*** Opening of RECORDS ***

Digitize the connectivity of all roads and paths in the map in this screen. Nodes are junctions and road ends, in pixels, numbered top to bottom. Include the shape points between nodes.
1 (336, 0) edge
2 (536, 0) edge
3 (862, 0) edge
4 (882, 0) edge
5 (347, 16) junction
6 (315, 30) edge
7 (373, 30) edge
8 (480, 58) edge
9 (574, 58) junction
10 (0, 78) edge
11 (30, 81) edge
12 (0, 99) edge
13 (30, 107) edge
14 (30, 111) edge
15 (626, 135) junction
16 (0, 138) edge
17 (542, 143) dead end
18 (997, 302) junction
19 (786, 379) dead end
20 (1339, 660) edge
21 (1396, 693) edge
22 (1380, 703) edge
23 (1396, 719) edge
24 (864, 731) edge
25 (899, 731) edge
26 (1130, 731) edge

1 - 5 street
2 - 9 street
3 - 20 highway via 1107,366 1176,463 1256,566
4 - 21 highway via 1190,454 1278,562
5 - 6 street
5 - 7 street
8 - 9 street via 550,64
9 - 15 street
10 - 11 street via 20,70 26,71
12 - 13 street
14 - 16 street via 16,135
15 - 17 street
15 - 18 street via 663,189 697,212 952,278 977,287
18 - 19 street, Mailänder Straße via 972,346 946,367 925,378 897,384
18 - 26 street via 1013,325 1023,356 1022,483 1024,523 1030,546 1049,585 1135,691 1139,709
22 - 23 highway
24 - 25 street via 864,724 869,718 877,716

*** Close of RECORDS ***
*** Opening of RECORDS ***

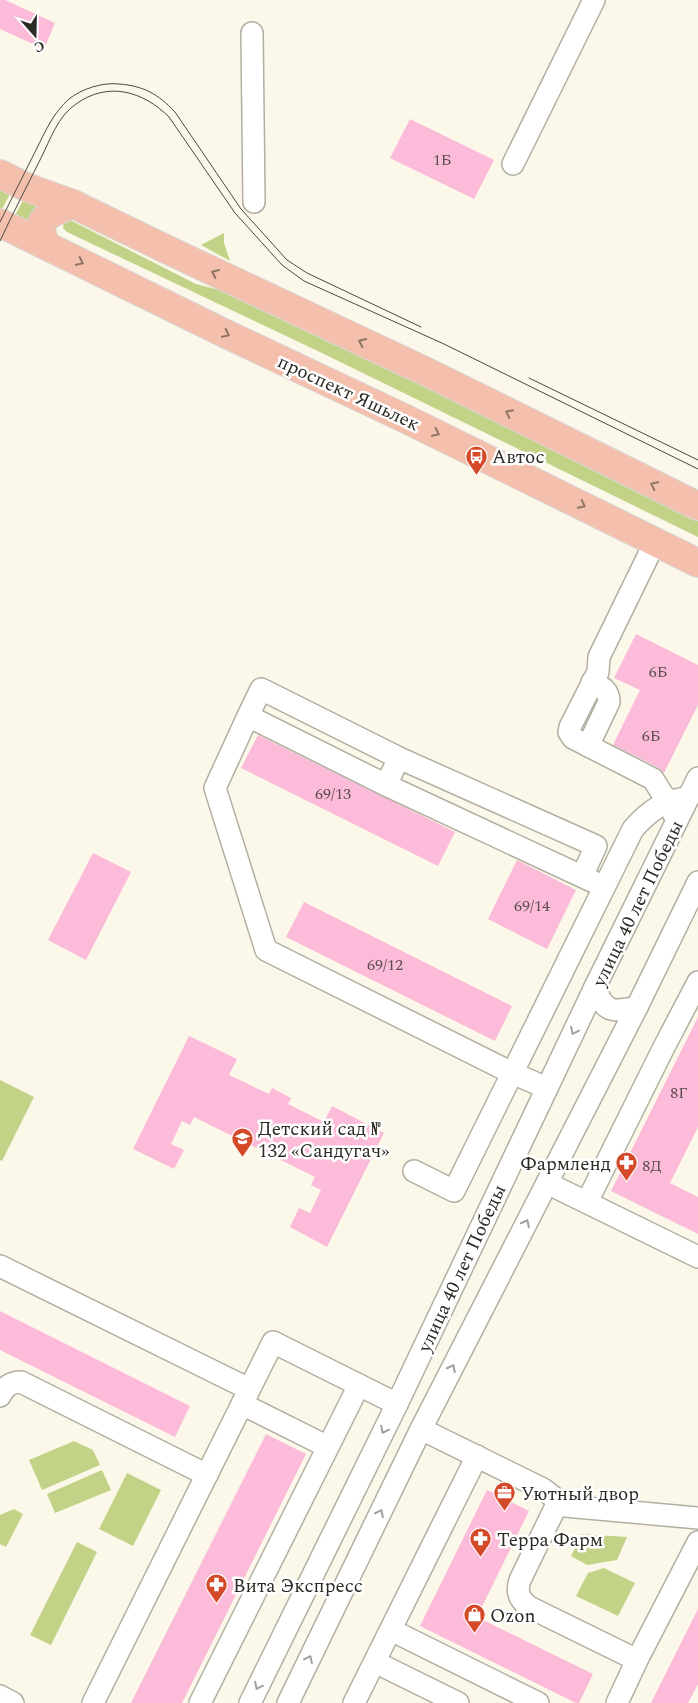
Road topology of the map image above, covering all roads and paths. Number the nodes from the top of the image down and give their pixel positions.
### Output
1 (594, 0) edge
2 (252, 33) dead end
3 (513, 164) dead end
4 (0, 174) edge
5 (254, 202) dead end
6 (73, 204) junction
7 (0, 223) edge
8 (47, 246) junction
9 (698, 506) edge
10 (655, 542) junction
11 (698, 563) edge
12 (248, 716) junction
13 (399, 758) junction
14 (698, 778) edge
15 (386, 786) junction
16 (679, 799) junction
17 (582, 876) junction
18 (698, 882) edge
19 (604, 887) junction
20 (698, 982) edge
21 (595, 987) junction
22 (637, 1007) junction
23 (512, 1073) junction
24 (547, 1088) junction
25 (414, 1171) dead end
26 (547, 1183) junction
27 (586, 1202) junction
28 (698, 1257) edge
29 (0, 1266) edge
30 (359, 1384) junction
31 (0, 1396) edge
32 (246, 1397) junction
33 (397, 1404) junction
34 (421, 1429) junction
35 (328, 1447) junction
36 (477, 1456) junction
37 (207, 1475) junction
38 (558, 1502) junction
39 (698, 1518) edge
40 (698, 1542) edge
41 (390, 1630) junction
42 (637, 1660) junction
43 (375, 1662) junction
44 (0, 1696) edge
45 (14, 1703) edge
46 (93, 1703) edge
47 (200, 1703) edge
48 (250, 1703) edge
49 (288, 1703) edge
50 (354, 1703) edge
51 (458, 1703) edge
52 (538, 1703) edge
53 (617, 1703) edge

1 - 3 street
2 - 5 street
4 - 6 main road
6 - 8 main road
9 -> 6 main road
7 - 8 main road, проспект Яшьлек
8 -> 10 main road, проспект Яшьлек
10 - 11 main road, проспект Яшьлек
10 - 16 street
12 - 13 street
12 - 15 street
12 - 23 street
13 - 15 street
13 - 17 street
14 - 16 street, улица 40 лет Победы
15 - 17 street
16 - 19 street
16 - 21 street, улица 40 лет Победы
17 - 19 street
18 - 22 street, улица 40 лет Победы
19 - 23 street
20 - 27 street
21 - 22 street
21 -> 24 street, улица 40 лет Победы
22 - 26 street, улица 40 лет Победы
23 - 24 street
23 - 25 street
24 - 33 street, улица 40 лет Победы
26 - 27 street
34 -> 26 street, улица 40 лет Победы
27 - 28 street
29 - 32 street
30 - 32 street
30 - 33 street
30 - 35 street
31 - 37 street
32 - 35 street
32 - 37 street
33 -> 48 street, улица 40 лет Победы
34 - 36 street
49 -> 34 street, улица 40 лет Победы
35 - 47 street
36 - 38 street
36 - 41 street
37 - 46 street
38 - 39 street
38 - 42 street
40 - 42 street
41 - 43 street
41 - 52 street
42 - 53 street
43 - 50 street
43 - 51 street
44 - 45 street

*** Close of RECORDS ***

■ **EXERCISE**: Scan the data above and report each line in which "dead" is present.

■ **SOLVED PROBLEM**:
17 (542, 143) dead end
19 (786, 379) dead end
2 (252, 33) dead end
3 (513, 164) dead end
5 (254, 202) dead end
25 (414, 1171) dead end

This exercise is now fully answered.